- Supplied data -
···

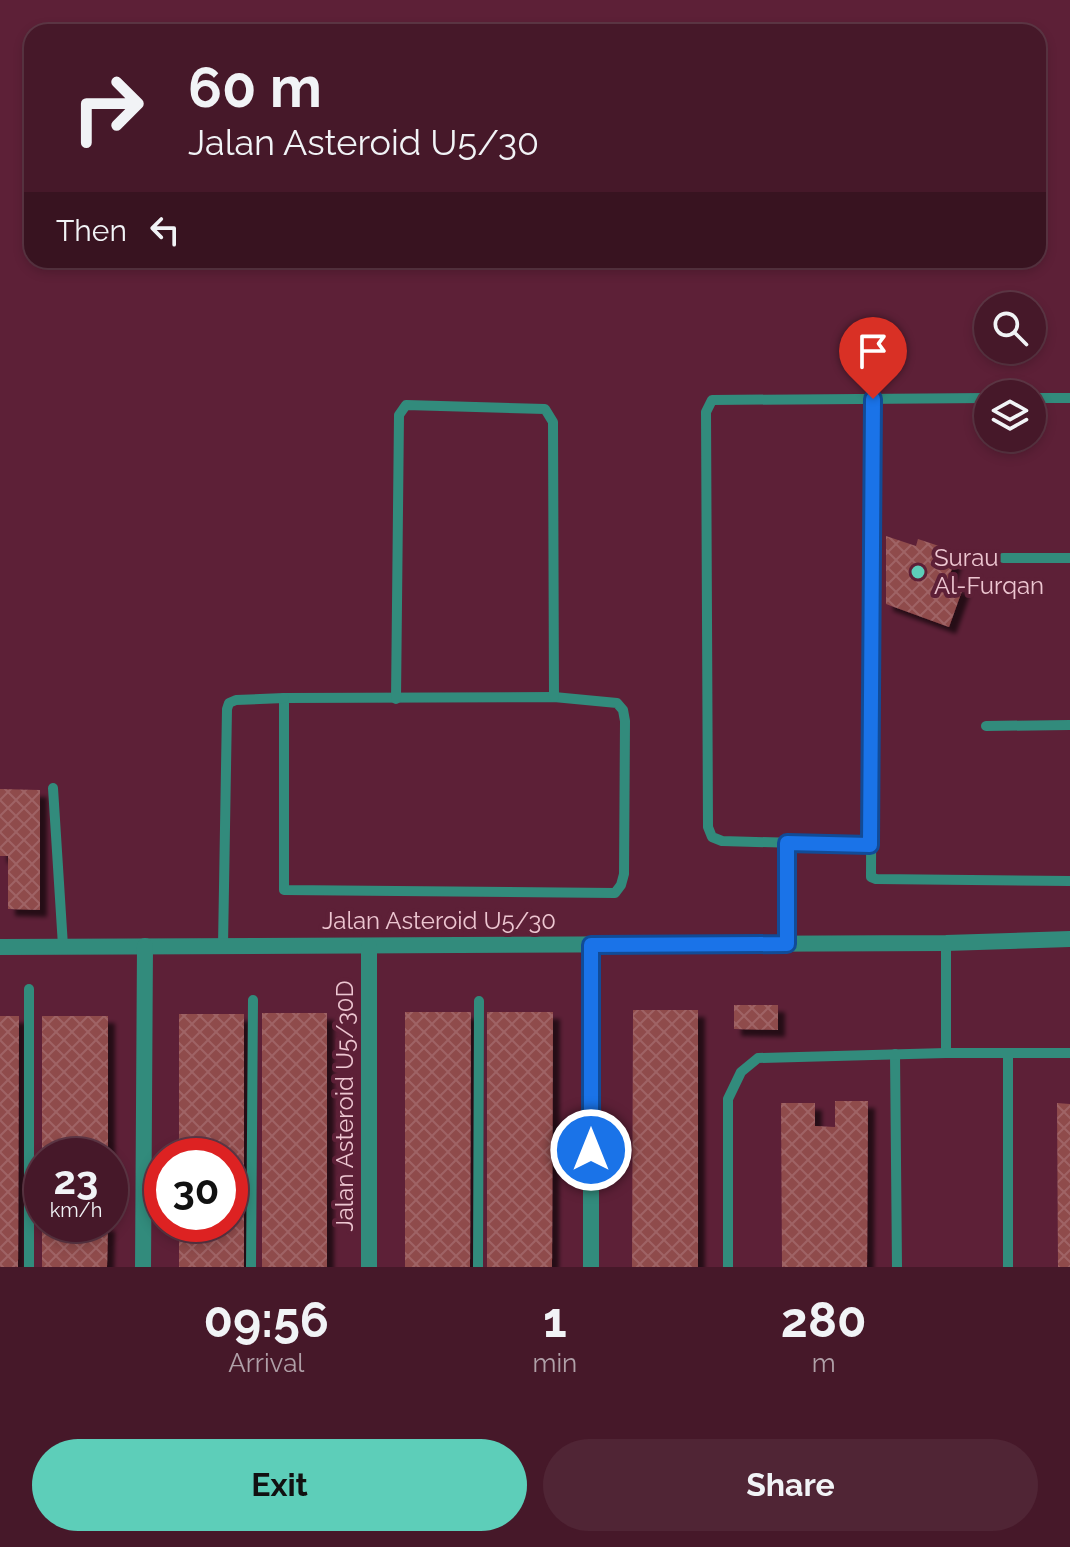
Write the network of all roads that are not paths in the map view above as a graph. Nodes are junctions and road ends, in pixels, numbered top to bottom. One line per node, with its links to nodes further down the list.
1 (974, 398): 4 (lane)
2 (1046, 398): 3 (lane)
3 (1070, 398)
4 (873, 399): 13 (lane); 14 (lane)
5 (1003, 558): 6 (lane)
6 (1070, 558)
7 (554, 697): 8 (lane); 9 (lane); 9 (lane)
8 (284, 698): 9 (lane); 22 (lane)
9 (396, 699)
10 (1070, 725): 11 (lane)
11 (986, 726)
12 (53, 788): 20 (lane)
13 (787, 843): 14 (lane); 18 (lane)
14 (870, 845): 15 (lane)
15 (1070, 881)
16 (1070, 939): 17 (street, Jalan Asteroid U5/30)
17 (946, 943): 18 (street, Jalan Asteroid U5/30); 28 (lane)
18 (787, 944): 19 (street, Jalan Asteroid U5/30)
19 (591, 945): 23 (street, Jalan Asteroid U5/30); 37 (street)
20 (63, 946): 21 (street, Jalan Asteroid U5/30); 24 (street, Jalan Asteroid U5/30)
21 (145, 946): 22 (street, Jalan Asteroid U5/30); 33 (street)
22 (223, 946): 23 (street, Jalan Asteroid U5/30)
23 (369, 946): 35 (street, Jalan Asteroid U5/30D)
24 (0, 947)
25 (29, 989): 32 (lane)
26 (253, 1000): 34 (lane)
27 (479, 1001): 36 (lane)
28 (946, 1053): 29 (lane); 31 (lane)
29 (1008, 1053): 30 (lane); 40 (lane)
30 (1070, 1053)
31 (895, 1054): 38 (lane); 39 (lane)
32 (29, 1267)
33 (143, 1267)
34 (251, 1267)
35 (369, 1267)
36 (478, 1267)
37 (591, 1267)
38 (728, 1267)
39 (897, 1267)
40 (1008, 1267)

···

- Task goal -
Nothing but the records, copied exactly and stripped of pictures, should be returned.

- Solution for this exercise -
Write the network of all roads that are not paths in the map view above as a graph. Nodes are junctions and road ends, in pixels, numbered top to bottom. One line per node, with its links to nodes further down the list.
1 (974, 398): 4 (lane)
2 (1046, 398): 3 (lane)
3 (1070, 398)
4 (873, 399): 13 (lane); 14 (lane)
5 (1003, 558): 6 (lane)
6 (1070, 558)
7 (554, 697): 8 (lane); 9 (lane); 9 (lane)
8 (284, 698): 9 (lane); 22 (lane)
9 (396, 699)
10 (1070, 725): 11 (lane)
11 (986, 726)
12 (53, 788): 20 (lane)
13 (787, 843): 14 (lane); 18 (lane)
14 (870, 845): 15 (lane)
15 (1070, 881)
16 (1070, 939): 17 (street, Jalan Asteroid U5/30)
17 (946, 943): 18 (street, Jalan Asteroid U5/30); 28 (lane)
18 (787, 944): 19 (street, Jalan Asteroid U5/30)
19 (591, 945): 23 (street, Jalan Asteroid U5/30); 37 (street)
20 (63, 946): 21 (street, Jalan Asteroid U5/30); 24 (street, Jalan Asteroid U5/30)
21 (145, 946): 22 (street, Jalan Asteroid U5/30); 33 (street)
22 (223, 946): 23 (street, Jalan Asteroid U5/30)
23 (369, 946): 35 (street, Jalan Asteroid U5/30D)
24 (0, 947)
25 (29, 989): 32 (lane)
26 (253, 1000): 34 (lane)
27 (479, 1001): 36 (lane)
28 (946, 1053): 29 (lane); 31 (lane)
29 (1008, 1053): 30 (lane); 40 (lane)
30 (1070, 1053)
31 (895, 1054): 38 (lane); 39 (lane)
32 (29, 1267)
33 (143, 1267)
34 (251, 1267)
35 (369, 1267)
36 (478, 1267)
37 (591, 1267)
38 (728, 1267)
39 (897, 1267)
40 (1008, 1267)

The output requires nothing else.